Bewertung: Was aus der gewachsenen Itzehoer Bibliothek in den Handel
gelangt ist, sind Teile einer Bibliothek, deren Altbestand im Sinne des
Handbuchs der historischen Buchbestands als Ganzheit allen Schutz
verdient. Es handelt sich um rare Drucke, die einem historischen
Ensemble angehoeren, und die als Sammelbaende historische Zeugnisse,
Dokumente der Kulturgeschichte der evangelisch-lutherischen Kirche
Schleswig-Holsteins, sind. Keine Raum- oder Geldnot berechtigt dazu,
solche Bestaende in den Handel zu geben. Dass diese Stuecke (fast alle
im Preisbereich von 200-350 EUR) "versehentlich" im Antiquariat gelandet
sind, kann mir niemand weissmachen. Hier haetten alle Mittel und Wege
ausgeschoepft werden muessen, die historischen Teile der Sammlung als
Ganzes - ggf. als zeitweilige Leihgabe in einer anderen Bibliothek ohne
Platznoete - zu erhalten. Aber mutmasslich war es Geldgier, verbunden
mit einem selbstherrlichen Dublettendenken, die dazu gefuehrt hat, dass
eine historische Buechersammlung einmal mehr als Ganzheit zerstueckelt
wurde. 
Wenn ich in der Altbestandskommission des Verbands der
Kirchenbibliotheken etwas zu sagen haette, wuerde ich den
Verantwortlichen Dr. Stueber mit Schimpf und Schande rauswerfen.

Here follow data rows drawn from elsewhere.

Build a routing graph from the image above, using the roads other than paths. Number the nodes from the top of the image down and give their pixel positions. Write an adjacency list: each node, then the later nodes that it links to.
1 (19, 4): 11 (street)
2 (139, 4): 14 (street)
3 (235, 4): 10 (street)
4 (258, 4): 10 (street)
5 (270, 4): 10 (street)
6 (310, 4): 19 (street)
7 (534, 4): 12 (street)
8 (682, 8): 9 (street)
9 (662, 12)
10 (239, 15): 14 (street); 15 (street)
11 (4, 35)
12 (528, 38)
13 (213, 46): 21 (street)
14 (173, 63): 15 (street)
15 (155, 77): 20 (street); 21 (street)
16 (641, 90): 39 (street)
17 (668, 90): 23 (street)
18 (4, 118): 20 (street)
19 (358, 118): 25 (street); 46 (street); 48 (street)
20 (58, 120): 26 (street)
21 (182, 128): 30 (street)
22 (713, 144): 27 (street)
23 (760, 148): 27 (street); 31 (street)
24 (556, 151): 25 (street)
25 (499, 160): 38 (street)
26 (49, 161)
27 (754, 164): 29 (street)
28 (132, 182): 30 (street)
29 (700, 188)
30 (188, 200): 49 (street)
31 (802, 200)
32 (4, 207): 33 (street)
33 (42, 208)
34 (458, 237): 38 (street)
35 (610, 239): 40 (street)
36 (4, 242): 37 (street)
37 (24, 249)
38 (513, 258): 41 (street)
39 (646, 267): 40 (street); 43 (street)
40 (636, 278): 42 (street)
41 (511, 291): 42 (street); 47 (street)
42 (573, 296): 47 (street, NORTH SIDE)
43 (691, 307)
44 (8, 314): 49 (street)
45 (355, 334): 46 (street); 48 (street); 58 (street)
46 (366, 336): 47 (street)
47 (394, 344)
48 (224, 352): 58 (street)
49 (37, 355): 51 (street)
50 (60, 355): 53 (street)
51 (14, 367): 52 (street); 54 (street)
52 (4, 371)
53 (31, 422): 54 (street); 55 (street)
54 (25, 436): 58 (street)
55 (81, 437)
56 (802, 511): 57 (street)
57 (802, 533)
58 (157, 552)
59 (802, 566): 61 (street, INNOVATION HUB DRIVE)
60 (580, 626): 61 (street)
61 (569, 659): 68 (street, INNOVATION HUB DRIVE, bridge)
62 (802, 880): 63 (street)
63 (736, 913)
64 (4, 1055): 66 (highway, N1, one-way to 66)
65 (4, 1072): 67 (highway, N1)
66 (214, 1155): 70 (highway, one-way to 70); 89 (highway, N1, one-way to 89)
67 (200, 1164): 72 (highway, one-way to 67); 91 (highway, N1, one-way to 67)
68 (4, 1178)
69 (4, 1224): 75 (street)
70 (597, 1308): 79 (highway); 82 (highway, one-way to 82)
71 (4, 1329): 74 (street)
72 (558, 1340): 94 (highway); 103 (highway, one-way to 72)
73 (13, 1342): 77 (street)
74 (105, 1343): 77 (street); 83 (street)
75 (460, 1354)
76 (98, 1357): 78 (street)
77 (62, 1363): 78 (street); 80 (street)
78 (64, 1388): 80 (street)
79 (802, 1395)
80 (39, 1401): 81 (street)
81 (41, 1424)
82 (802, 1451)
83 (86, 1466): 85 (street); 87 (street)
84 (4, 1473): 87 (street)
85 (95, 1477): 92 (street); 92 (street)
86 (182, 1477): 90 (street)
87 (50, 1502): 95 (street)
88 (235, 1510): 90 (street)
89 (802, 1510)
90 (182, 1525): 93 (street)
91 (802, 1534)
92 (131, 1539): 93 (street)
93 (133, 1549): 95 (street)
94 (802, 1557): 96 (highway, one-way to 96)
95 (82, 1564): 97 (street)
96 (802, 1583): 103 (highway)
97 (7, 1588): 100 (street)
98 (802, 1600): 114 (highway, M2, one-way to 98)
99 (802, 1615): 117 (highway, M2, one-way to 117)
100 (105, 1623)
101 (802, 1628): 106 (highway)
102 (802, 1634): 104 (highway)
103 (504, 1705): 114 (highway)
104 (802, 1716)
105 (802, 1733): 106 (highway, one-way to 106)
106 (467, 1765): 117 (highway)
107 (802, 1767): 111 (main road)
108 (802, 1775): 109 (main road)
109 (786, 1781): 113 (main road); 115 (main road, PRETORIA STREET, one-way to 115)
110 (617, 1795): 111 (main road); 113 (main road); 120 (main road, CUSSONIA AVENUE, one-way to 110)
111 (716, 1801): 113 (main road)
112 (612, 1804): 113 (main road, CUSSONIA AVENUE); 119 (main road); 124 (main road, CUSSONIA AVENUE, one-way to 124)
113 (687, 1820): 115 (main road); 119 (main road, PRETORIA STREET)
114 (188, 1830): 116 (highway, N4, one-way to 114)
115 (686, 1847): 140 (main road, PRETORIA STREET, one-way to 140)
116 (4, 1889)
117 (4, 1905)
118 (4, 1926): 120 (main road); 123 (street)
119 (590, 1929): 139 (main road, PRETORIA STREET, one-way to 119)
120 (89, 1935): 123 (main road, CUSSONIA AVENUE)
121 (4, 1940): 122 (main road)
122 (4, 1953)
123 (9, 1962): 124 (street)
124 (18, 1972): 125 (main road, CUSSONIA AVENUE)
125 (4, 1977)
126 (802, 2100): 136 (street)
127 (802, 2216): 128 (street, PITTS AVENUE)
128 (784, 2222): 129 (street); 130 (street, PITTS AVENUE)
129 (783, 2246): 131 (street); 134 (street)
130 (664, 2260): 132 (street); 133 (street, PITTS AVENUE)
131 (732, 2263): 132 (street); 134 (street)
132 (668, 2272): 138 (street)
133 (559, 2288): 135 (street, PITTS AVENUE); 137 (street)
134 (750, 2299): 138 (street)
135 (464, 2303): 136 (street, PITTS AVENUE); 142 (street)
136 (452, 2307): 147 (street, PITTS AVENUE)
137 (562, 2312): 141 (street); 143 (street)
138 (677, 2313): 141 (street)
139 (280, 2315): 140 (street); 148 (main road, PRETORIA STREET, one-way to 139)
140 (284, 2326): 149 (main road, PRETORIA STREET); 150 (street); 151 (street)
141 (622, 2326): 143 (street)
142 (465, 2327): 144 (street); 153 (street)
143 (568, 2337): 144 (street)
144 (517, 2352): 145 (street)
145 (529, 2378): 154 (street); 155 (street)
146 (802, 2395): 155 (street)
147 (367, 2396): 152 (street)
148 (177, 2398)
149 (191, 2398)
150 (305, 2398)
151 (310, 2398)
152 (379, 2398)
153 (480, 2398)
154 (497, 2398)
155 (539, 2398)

Einmal mehr zeigt sich, wie desolat es um den bibliothekarischen
Kulturgutschutz in diesem Lande bestellt ist. Da darf nach Kraeften
gemauschelt und vertuscht werden, und das Denkmalamt weiss vermutlich
wie immer von nichts und ist natuerlich auch ueberhaupt nicht fuer
solche Sammlungen zustaendig!

Ich moechte nicht wissen, wieviel des unersetzbaren bibliothekarischen
"patrimoine" aus katholischen Klosterbibliotheken oder evangelischen
Kirchenbibliotheken oder Schulbibliotheken jaehrlich still und heimlich
im Antiquariat landet. 

Dr. Klaus Graf
http://www.uni-koblenz.de/~graf/#kulturgut

Anmerkung: Die Liste aus zvab.com haette diese Mail fuer INETBIB zu lang
gemacht. Text:
http://www.ub.uni-dortmund.de/Listenarchive/LIB-L/200205/20020507.html#0


Listeninformationen unter http://www.inetbib.de.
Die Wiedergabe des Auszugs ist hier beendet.